Retrieval Number: J73760891020/2020©BEIESP DOI: 10.35940/ijitee.J7376.0891020

Journal Website: <u>www.ijitee.org</u>

In our design we first examine basics of CAM with RAM. Later in this paper we described benefits of OR-type match-line structure applied in TCAM design. In this design we disclose how to decrease power and speed up operation by feed dual- $V_T$  cell in place of regular TCAM cells. In next section, we proposed novel OR-type cascade match-line with dual- $V_T$  cell TCAM scheme. In end part we revealed performance result and discuss comparisons of proposed structure with prior schemes.

#### II. RAM VS CAM

Random Access Memory (RAM) is a type of primary memory utilized to read and write information. It is the part of a system utilized so as to store running applications (programs) and program's information for performing activity. It is basically of two kinds: Static RAM (SRAM) and Dynamic RAM (DRAM). CAM an exceptional kind of RAM which joins both storage cell and comparison cell. A CAM take a search word as input, which we want to search and return the matched memory location as output. This makes CAM significantly more complex and costly than standard RAM. CAM performs 'accurate' matches of search words and exceeds expectations at performing searches, similar to IP-to-MAC and MAC-to-Interface search tables. TCAM is presently become a basic segment of a cutting-edge network switch. It is an amazing and quick equipment for IP Prefixes. However, it is also complex, costly and power hungry.

#### III. TCAM OPERATION

Fig. 1 shows a Basic useful outline of a CAM. As appeared in figure input to CAM is the search word, which we need to look in memory that is feed onto the search lines. Each word has a corresponding match-line that demonstrates whether the required word and stored word are same or not. The match-line output is taken care of to an encoder that produces a paired match location relating to the match-line that is in the match state. An encoder is utilized in systems where just a single match is predicted. In CAM applications where more than single word may match, a priority encoder is utilized rather than a normal encoder.



Fig. 1 Operational block diagram of a CAM

To elaborate the working of TCAM in network switch we take a case of 4-word TCAM in which every word has 4 bits. We take 4-bit pseudo IP addresses in this example. We will imagine we are looking to search IP address 1011 for directing.

Table- I: Example of stored address data in TCAM

| Sr.<br>No. | IP Address /<br>Stored Word | Encoder<br>Output | Output<br>Port |
|------------|-----------------------------|-------------------|----------------|
| 1          | 101X                        | 00                | A              |
| 2          | 111X                        | 01                | В              |
| 3          | 10XX                        | 10                | С              |
| 4          | 1001                        | 11                | D              |

First step we charge all the match-line with "high" voltage before start of search.
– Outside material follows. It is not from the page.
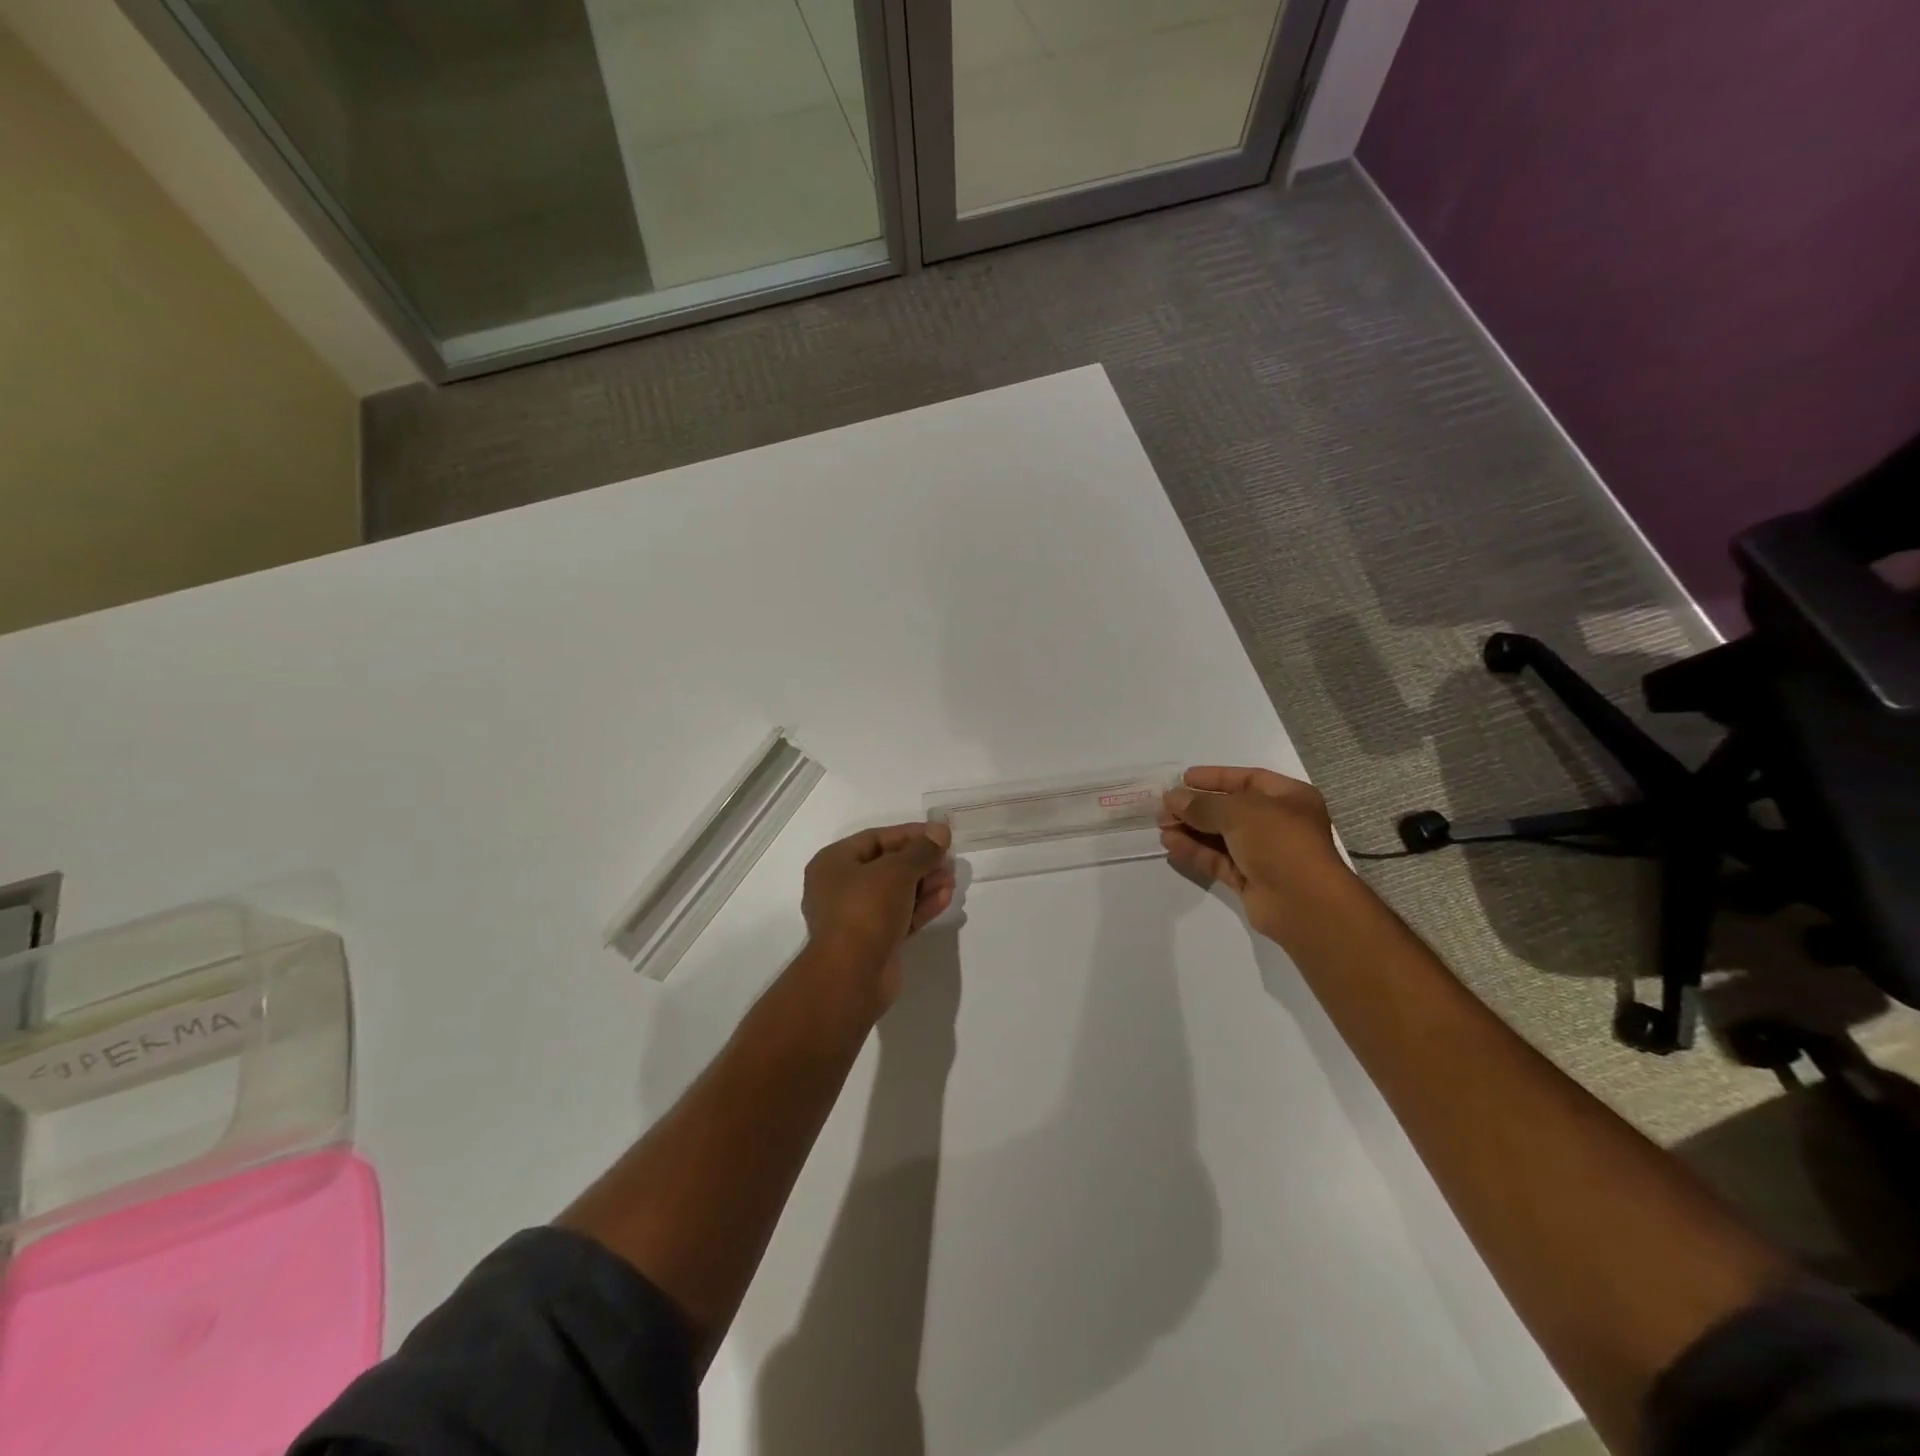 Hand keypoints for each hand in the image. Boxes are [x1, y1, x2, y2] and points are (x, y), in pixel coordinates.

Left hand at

Then search-line driver encodes the destination word address onto the lines. If in a word a single bit mismatch it will pull down the whole match-line and the voltage becomes low. If don't care bit stored in the cell it will always show match for that bit, i.e. it will not pull-down match-lines. The sense amplifier shows a "match" when all the bits in a word are match with search bits, i.e. it detects a high voltage on match-line. The network switch scans routing table for the target address of every approaching packets and chooses the suitable output port to transmit packet towards destination. In this way, by combination of TCAM and encoder network packet transmit towards destination. As per the content of Table-I, the 4-memory bits are stored into TCAM and some bits stored as "X" as don't care about matching them. After operation two rows no. as 1 and 3 matched with the target address, so with the help of priority encoder select the first row and output the match location encoder as 00, Because it matches the greatest number of bits, i.e. much direct route towards destination.
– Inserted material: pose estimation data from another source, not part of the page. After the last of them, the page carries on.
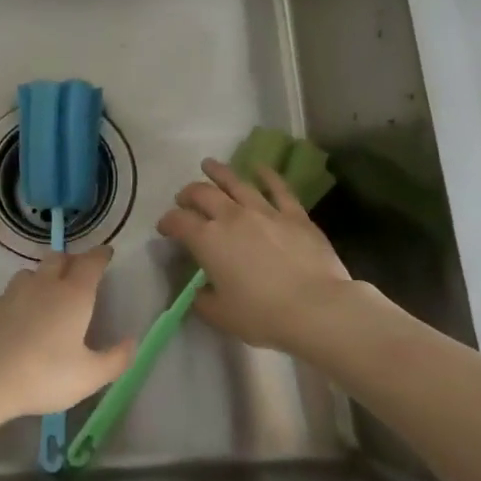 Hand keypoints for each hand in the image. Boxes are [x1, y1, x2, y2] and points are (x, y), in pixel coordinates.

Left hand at [0, 247, 134, 424]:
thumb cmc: (44, 375)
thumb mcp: (89, 377)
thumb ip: (115, 359)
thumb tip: (132, 341)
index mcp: (73, 295)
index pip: (91, 263)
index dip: (100, 255)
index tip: (106, 252)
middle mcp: (44, 285)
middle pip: (59, 258)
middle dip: (71, 260)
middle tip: (78, 270)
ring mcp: (13, 292)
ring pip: (31, 272)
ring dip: (43, 276)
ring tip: (47, 292)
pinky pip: (9, 293)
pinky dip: (18, 298)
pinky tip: (16, 316)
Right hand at [157, 157, 359, 352]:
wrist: (316, 308)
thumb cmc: (263, 315)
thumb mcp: (222, 316)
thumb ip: (204, 301)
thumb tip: (200, 292)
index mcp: (208, 240)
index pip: (179, 221)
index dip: (167, 222)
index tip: (164, 228)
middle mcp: (231, 217)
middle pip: (203, 194)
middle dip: (189, 193)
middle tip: (184, 198)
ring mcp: (264, 211)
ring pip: (236, 182)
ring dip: (219, 172)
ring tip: (208, 164)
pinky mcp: (294, 214)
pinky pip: (278, 188)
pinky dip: (267, 175)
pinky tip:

#### IV. NOR-TYPE TCAM CELL

A standard 16T NOR-type TCAM cell is appeared in Fig. 2 has two standard 6T SRAM cells to store "Ternary" information bit and a comparison cell (N1-N4) to compare input search data bit with stored data bit.



Fig. 2 Circuit schematic of 16T NOR-type TCAM cell

Thus, this cell performs READ and WRITE activities like a SRAM cell. Transistors N1-N4 execute the XNOR logic operation to compare the table entry with the input search word. As per the circuit design, masking can be done by disable both match-lines to ground pull-down paths. This can be done by following two ways: -

- (1) Global masking is performed by apply both search-lines low input values (SL1 = SL2 = "0"),
- (2) Local masking is accomplished by putting both stored values as low input ( $V_X = V_Y = "0"$ ).





#### V. CONVENTIONAL MLSA

This is the fundamental match-line sense amplifier scheme (MLSA) for detecting the state of NOR-type TCAM shown in Fig. 3. The activity is separated into three stages. In first stage all the SLs are pre-charged to low, so the whole pulldown way from match-line (ML) to GND is disconnected. In second step all the MLs are pre-charged to high. Now in third and final phase search information feed into the SLs.

Now in this activity if all the bits in a word is same as the search information bits the ML stays at High. This is the match condition output of MLSA.



Fig. 3 Block diagram of Conventional MLSA

However, if there is in activity if at least one single bit not match on the match-line, ML releases to GND demonstrates a mismatch for the entire word as the output of MLSA.



Fig. 4 Conventional MLSA search operation (32\*32 Size)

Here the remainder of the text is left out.